Wie entwickeln sich die Baulandpreise in der Schweiz?
Einige Kantone veröffentlichen Statistiken über die Bodenpreisentwicklung. Im Kanton Zürich beispielsweise kann für jede Gemeinde abgefragt werden, wie sich die Preise für unbebautes Land in der Wohn- und Mischzone seit 1974 entwickelt haben. In Zürich hat sich der Quadratmeterpreis von 350 auf 6856 Franken (Median 2023) vervielfacht, in Winterthur von 110 auf 2986 Franken (Median 2023). Allerdings schwanken diese Zahlen von Jahr zu Jahr stark, weil sie auf effektiven Preisen basieren und einzelne grosse Geschäfte das Gesamtbild verzerren.
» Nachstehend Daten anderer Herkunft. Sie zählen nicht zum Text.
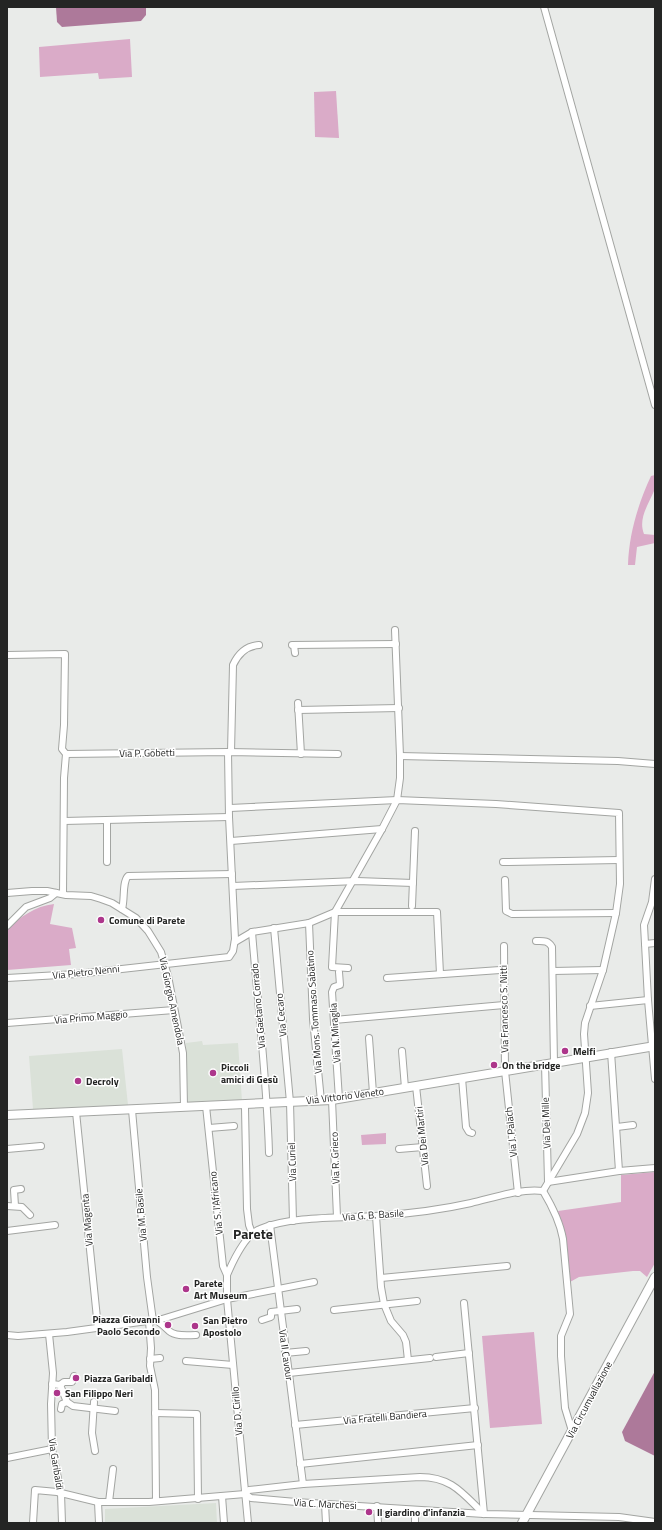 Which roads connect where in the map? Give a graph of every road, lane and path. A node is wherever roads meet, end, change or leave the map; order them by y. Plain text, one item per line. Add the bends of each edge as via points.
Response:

Am meisten freies Bauland gibt es gemäss newhome.ch in den Kantonen Wallis, Jura, Thurgau und Graubünden, am wenigsten in den Kantonen Basel-Landschaft, Basel-Stadt, Obwalden, Zürich und Zug. In Regionen mit kleineren Baulandreserven werden die Preise stärker steigen als in Regionen mit grösseren Reserven. Wahrscheinlich gibt es ab 2040 kaum noch freies Bauland in der Schweiz.